Advertisement

Suzette Kent outlines coming policy focus for the Office of the Federal CIO

"We have an unprecedented opportunity."
Suzette Kent
Suzette Kent speaks Oct. 3, 2018, at the Digital Transformation Summit presented by Dell Technologies and produced by FedScoop. (FedScoop)

Taking the stage at the Digital Transformation Summit on Wednesday, Federal CIO Suzette Kent shared an observation. She’d been watching commuters walk down the street as she made her way to the Pentagon City venue, she said, and she noticed a trend: More than half the people she saw were buried in their mobile phones.

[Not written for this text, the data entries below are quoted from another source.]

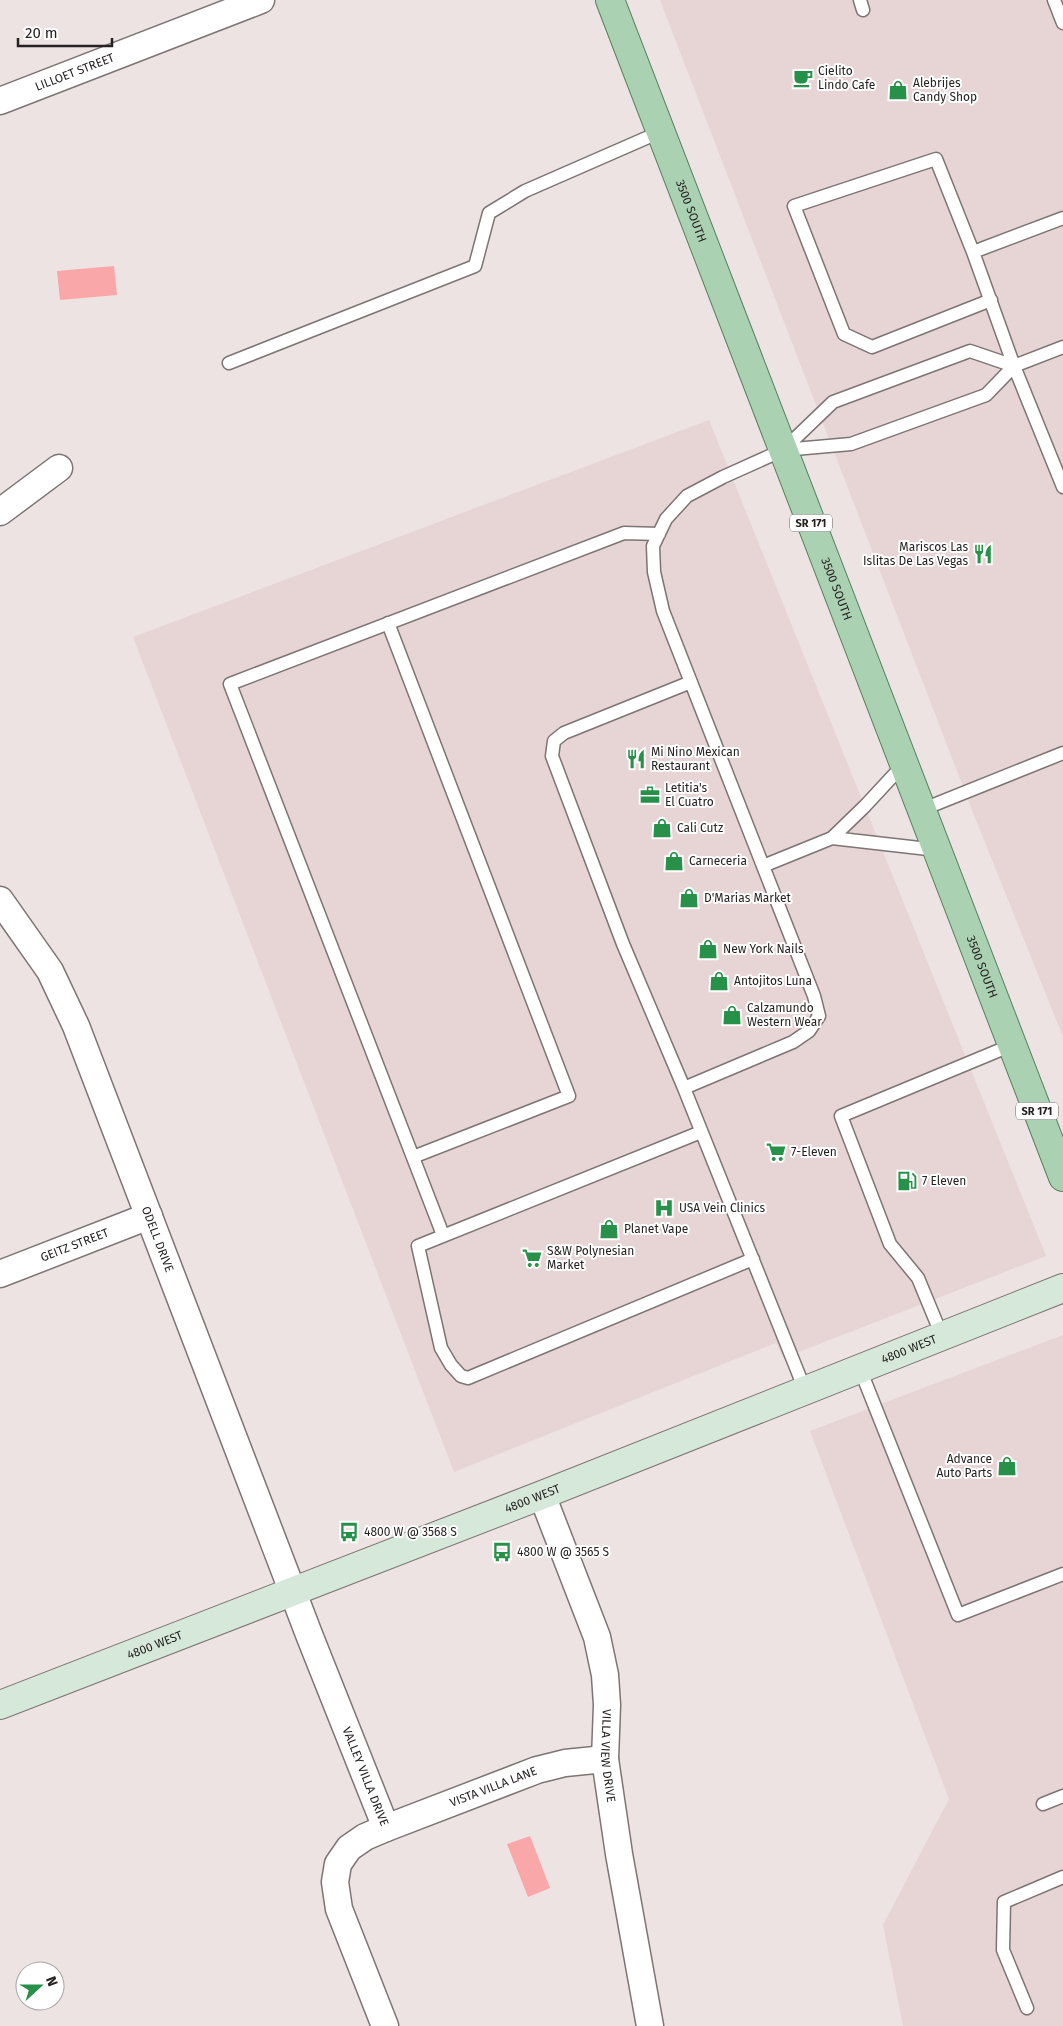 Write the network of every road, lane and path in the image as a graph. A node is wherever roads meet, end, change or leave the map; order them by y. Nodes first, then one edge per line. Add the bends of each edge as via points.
1 (262, 0) edge
2 (610, 0) edge
3 (1054, 0) edge
4 (218, 8) edge
5 (1063, 23) edge
6 (0, 101) edge
7 (660, 132) junction
8 (1063, 218) edge
9 (973, 252) junction
10 (990, 300) junction
11 (1063, 347) edge
12 (229, 363) dead end
13 (1014, 366) junction
14 (783, 450) junction
15 (1058, 462) edge
16 (60, 468) dead end
17 (1063, 487) edge
18 (0, 512) edge
19 (659, 534) junction
20 (388, 623) junction
21 (691, 682) junction
22 (1063, 752) edge
23 (904, 764) junction
24 (921, 810) junction
25 (832, 838) junction
26 (937, 850) junction
27 (763, 866) junction
28 (0, 900) edge
29 (1012, 1045) junction
30 (684, 1088) junction
31 (701, 1132) junction
32 (413, 1157) junction
33 (1063, 1177) edge
34 (149, 1216) junction
35 (443, 1235) junction
36 (753, 1259) junction
37 (0, 1274) edge
38 (1063, 1288) edge
39 (942, 1336) junction
40 (860, 1369) junction
41 (805, 1390) junction
42 (542, 1495) junction
43 (1063, 1574) edge
44 (293, 1591) junction
45 (0, 1705) edge
46 (605, 1759) junction
47 (1063, 1796) edge
48 (1043, 1804) dead end
49 (386, 1828) junction
50 (1063, 1877) edge
51 (1028, 2008) dead end
52 (385, 2026) edge
53 (650, 2026) edge

1 - 4 street, LILLOET STREET
2 - 7 main road, 3500 SOUTH / SR 171
3 - 5 lane
4 - 6 street, LILLOET STREET
7 - 12 lane via 525,191 489,213 476,266
7 - 14 main road, 3500 SOUTH / SR 171
8 - 9 lane
9 - 10 lane
9 - 10 lane via 936,159 794,206 844,334 872,347
10 - 13 lane
11 - 13 lane
13 - 14 lane via 986,395 851,444
13 - 14 lane via 970,351 833,402
13 - 15 lane
14 - 19 lane via 687,496 666,519
14 - 23 main road, 3500 SOUTH / SR 171
15 - 17 lane
16 - 18 street
19 - 20 lane via 624,533
19 - 21 lane via 653,546 654,572 663,611
20 - 32 lane via 569,1096
20 - 32 lane via 230,684
21 - 27 lane
21 - 30 lane via 564,732 554,741 552,756 623,944
22 - 24 lane
23 - 24 main road, 3500 SOUTH / SR 171
23 - 25 lane
24 - 26 main road, 3500 SOUTH / SR 171
25 - 26 lane
25 - 27 lane
26 - 29 main road, 3500 SOUTH / SR 171
27 - 30 lane via 819,1016 809,1031 794,1042
28 - 34 street, ODELL DRIVE via 45,963 64,998
29 - 33 main road, 3500 SOUTH / SR 171
29 - 39 lane via 841,1116 890,1244 918,1278
30 - 31 lane
31 - 35 lane
31 - 36 lane
32 - 35 lane
34 - 37 street, GEITZ STREET
34 - 44 street, ODELL DRIVE
35 - 36 lane via 418,1246 441,1348 451,1365 461,1376 468,1378
36 - 41 lane
38 - 39 main road, 4800 WEST
39 - 40 main road, 4800 WEST
40 - 41 main road, 4800 WEST
40 - 43 lane via 958,1615
41 - 42 main road, 4800 WEST
42 - 44 main road, 4800 WEST
42 - 46 street, VILLA VIEW DRIVE via 603,1658 607,1704
44 - 45 main road, 4800 WEST
44 - 49 street, VALLEY VILLA DRIVE
46 - 49 street, VISTA VILLA LANE via 537,1770
46 - 53 street, VILLA VIEW DRIVE via 618,1854
47 - 48 lane
49 - 52 street, VALLEY VILLA DRIVE via 349,1848 338,1864 335,1882 339,1909
50 - 51 lane via 1004,1902 1003,1950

This, Kent said, should tell the government everything it needs to know about where to meet citizens.

Kent’s job, of course, is to lead policy for federal IT modernization, so she shared some of her office’s priorities in enabling a more digital-forward government. First up, the draft update to the 2010 “Cloud First” policy that her office unveiled at the end of September — this administration’s version is called “Cloud Smart.”

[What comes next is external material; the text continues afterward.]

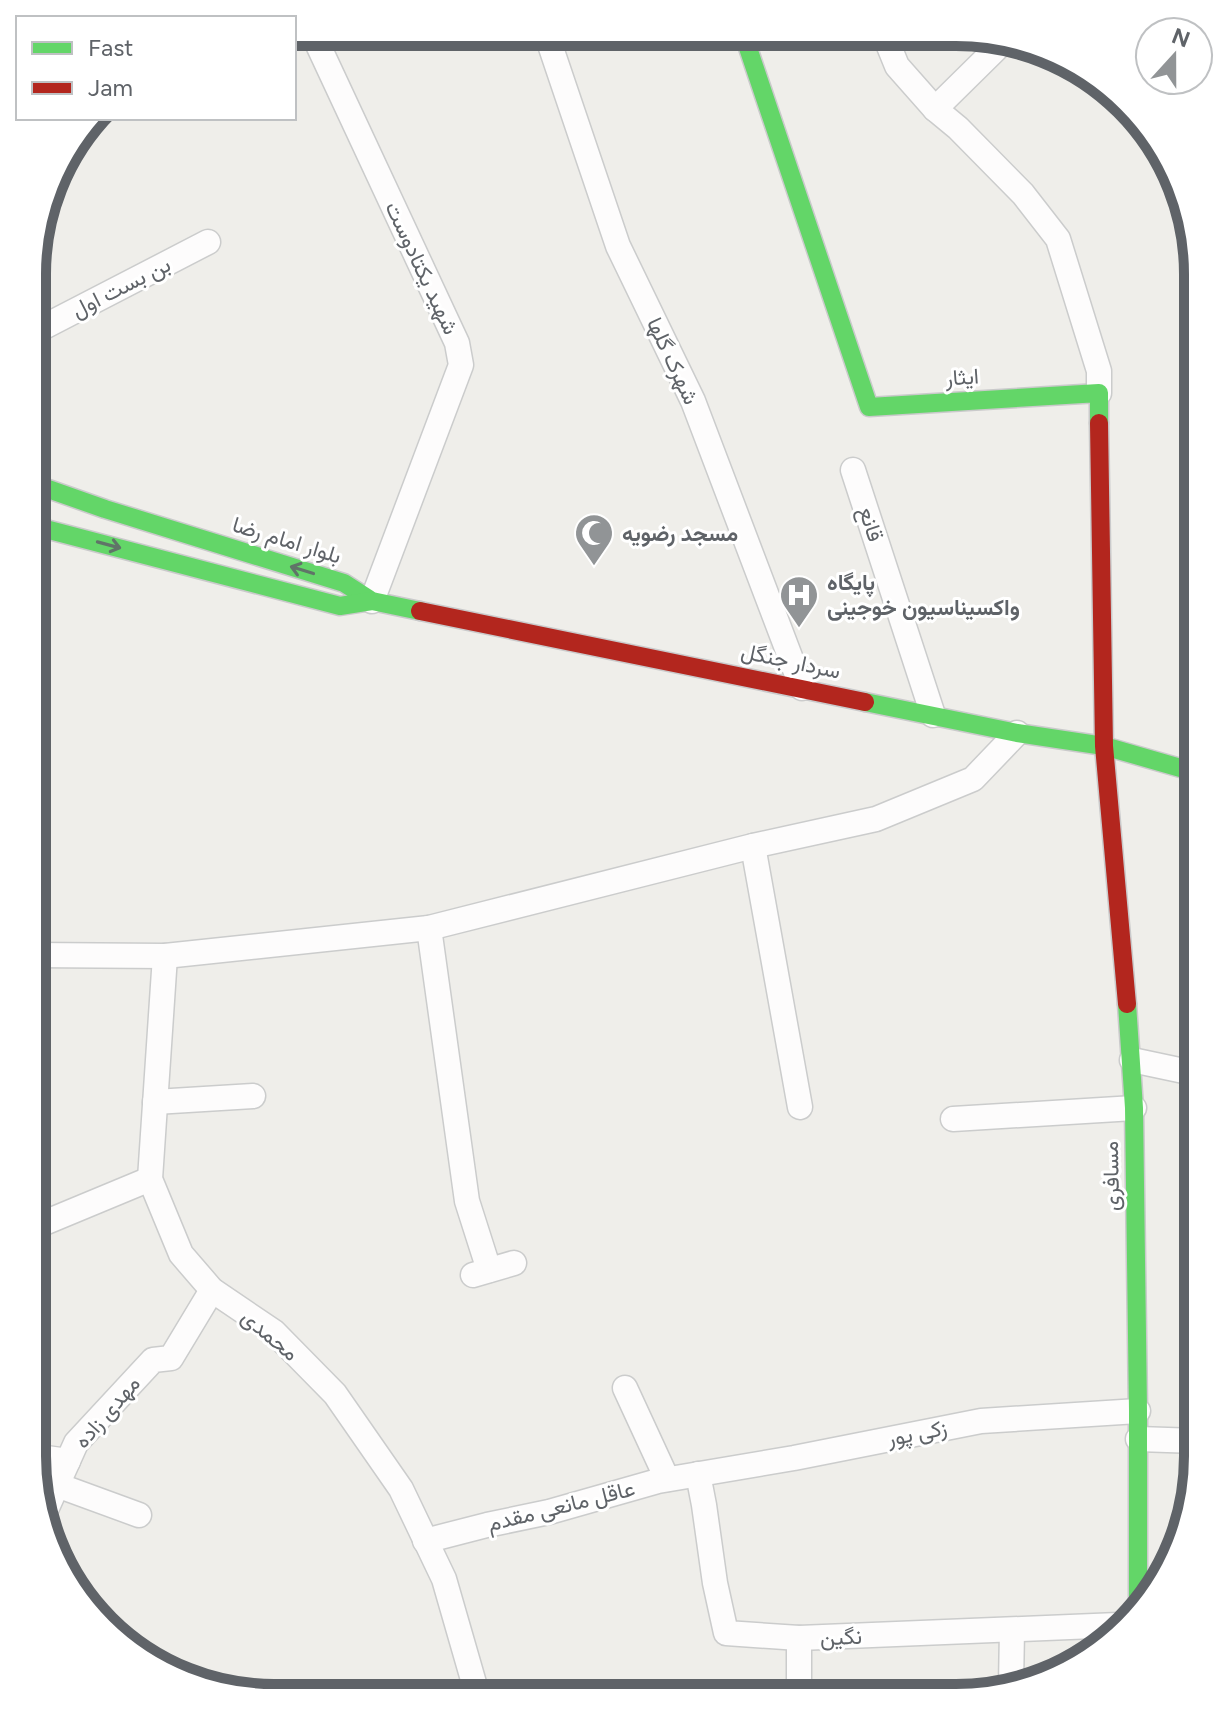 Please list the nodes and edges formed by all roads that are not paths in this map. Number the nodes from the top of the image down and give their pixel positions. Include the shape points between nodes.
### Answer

“What’s different about [Cloud Smart] is not just the commitment to leveraging leading technology but the commitment that workforce training has to be a part of those engagements, and educating our acquisition workforce is critical on that path to moving more quickly,” Kent said at Wednesday’s event, which was presented by Dell Technologies and produced by FedScoop.

Advertisement

The Cloud Smart draft policy is currently open for public comment in the Federal Register.

The coming new policy guidances don’t stop there, though. Kent said her office will soon release updates to FISMA security guidelines as well as “critical” identity management guidelines. She’s also working to reevaluate agency “high-value assets.”

“We are redefining high-value assets and really looking at the data assets that we have and ensuring that our protection and our focus extends to those,” Kent said.

Getting government to the point where it can truly meet all those commuting citizens on all their mobile devices is a challenge. But the current bipartisan support for, and focus on, IT modernization has Kent hopeful.

“We have an unprecedented opportunity,” she said.